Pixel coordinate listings
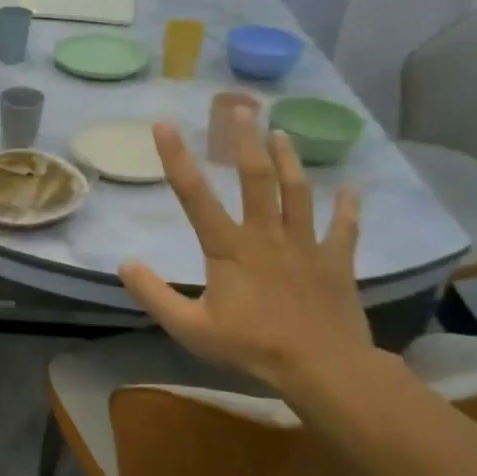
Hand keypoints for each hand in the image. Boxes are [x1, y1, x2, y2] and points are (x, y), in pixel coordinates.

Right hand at [118, 114, 372, 396]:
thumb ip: (154, 295)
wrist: (322, 367)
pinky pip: (344, 227)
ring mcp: (304, 245)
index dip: (177, 159)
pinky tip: (351, 186)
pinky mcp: (335, 261)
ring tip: (281, 132)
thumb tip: (125, 264)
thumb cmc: (251, 346)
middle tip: (238, 108)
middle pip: (255, 179)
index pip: (195, 196)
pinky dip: (348, 206)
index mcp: (228, 248)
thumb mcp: (189, 327)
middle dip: (244, 141)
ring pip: (296, 192)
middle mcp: (265, 235)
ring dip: (288, 160)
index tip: (166, 125)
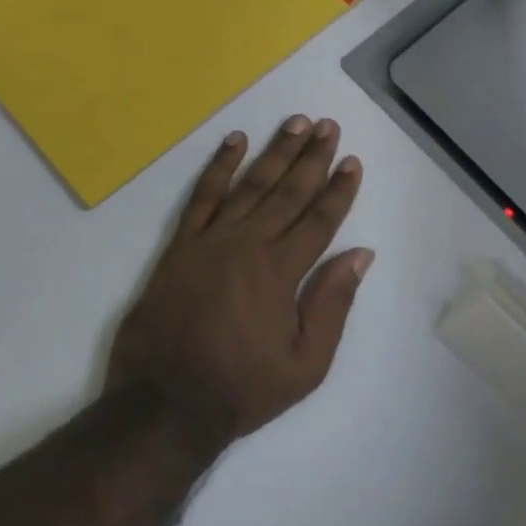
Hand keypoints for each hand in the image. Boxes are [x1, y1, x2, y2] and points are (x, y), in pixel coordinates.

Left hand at [109, 117, 372, 447]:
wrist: (165, 402)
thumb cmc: (242, 388)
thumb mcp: (305, 363)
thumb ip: (332, 304)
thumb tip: (360, 255)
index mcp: (280, 272)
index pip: (319, 220)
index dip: (339, 189)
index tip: (351, 161)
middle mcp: (248, 245)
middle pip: (288, 192)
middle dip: (312, 157)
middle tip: (329, 125)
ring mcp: (210, 241)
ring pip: (250, 185)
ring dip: (275, 152)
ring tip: (295, 123)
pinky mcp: (180, 245)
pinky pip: (202, 196)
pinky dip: (218, 167)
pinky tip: (234, 141)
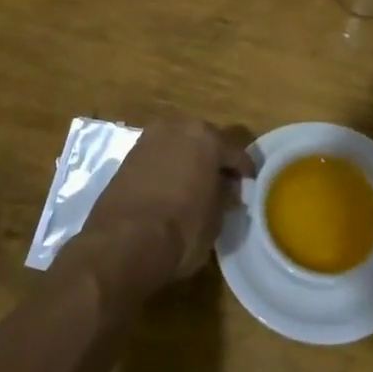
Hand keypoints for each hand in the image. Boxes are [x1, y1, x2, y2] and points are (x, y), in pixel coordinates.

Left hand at [83, 116, 253, 280]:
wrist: (122, 243)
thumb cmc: (181, 230)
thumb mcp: (216, 219)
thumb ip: (224, 197)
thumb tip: (226, 191)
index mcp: (207, 138)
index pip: (235, 152)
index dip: (245, 171)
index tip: (249, 185)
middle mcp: (177, 128)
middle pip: (204, 140)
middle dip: (214, 159)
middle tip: (221, 183)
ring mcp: (148, 139)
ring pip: (178, 145)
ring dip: (188, 160)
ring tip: (194, 185)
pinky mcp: (127, 156)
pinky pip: (158, 157)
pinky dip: (166, 168)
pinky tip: (170, 188)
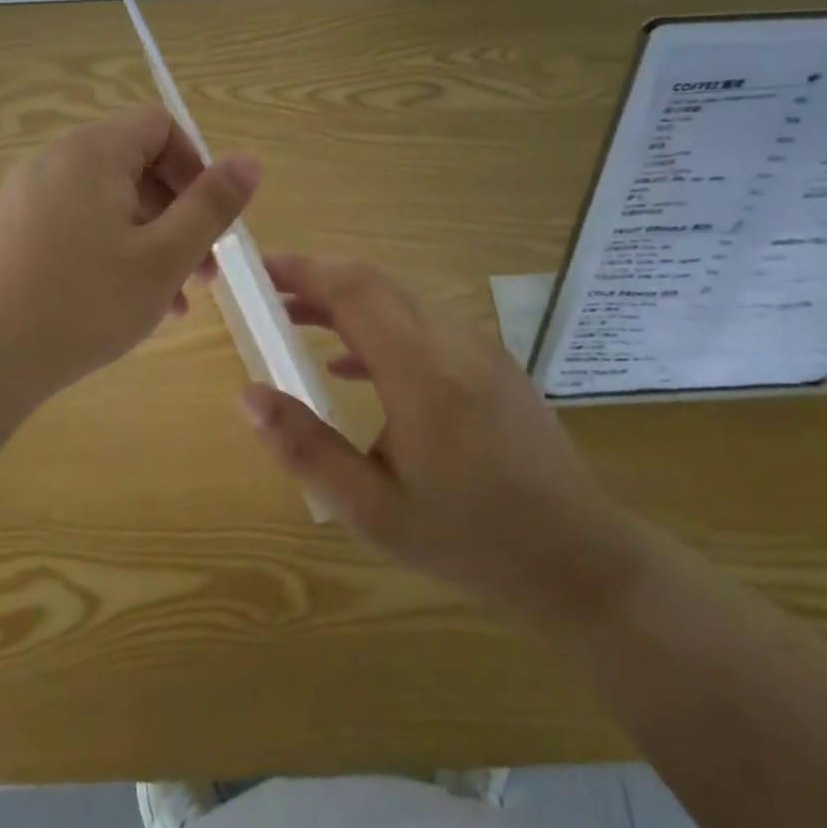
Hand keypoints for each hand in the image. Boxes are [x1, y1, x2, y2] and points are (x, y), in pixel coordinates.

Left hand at [0, 105, 259, 409]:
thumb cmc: (82, 305)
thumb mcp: (164, 257)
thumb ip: (212, 205)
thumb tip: (250, 160)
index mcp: (91, 153)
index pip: (159, 126)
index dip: (195, 166)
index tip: (209, 221)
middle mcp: (53, 161)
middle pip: (134, 165)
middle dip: (176, 213)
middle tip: (199, 272)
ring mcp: (23, 197)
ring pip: (106, 202)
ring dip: (148, 240)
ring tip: (169, 301)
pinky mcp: (7, 233)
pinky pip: (74, 224)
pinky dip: (108, 251)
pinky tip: (122, 305)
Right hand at [239, 255, 640, 619]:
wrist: (578, 557)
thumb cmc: (469, 539)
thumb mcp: (372, 511)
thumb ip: (306, 448)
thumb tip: (248, 395)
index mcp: (421, 372)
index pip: (352, 290)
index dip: (302, 270)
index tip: (258, 270)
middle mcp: (451, 341)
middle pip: (373, 282)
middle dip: (315, 280)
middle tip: (267, 299)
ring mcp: (478, 346)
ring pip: (398, 299)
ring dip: (345, 302)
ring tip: (296, 323)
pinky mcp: (491, 360)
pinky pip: (423, 323)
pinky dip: (378, 325)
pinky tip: (351, 365)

* AIM OF THE EXERCISE
Repeat exactly the lines above, beginning at the one containing "index mcp: (207, 138)" and ending at the one containing "index mcp: (91, 153)". Do not carry over any pictures.

* WRITTEN SOLUTION
index mcp: (207, 138)
index pip: (235, 152)
index dip: (245, 171)
index tip: (249, 185)
middle mcp: (177, 128)
middle pip: (204, 140)
middle dip: (214, 159)
middle tip: (221, 183)
ring mcp: (148, 139)
ring pip: (178, 145)
ring dip: (188, 160)
ring tip: (194, 185)
pinky mcp: (127, 156)
pinky pip: (158, 157)
pinky dip: (166, 168)
pinky tip: (170, 188)
Hand keypoints for each hand in the image. Boxes are [x1, y1, x2, y2] and points are (x, y), in pixel coordinates.

Left hand at [0, 105, 259, 409]:
thumb cmc: (82, 305)
thumb mcp: (164, 257)
thumb ip: (212, 205)
thumb tip: (250, 160)
index mcp: (91, 153)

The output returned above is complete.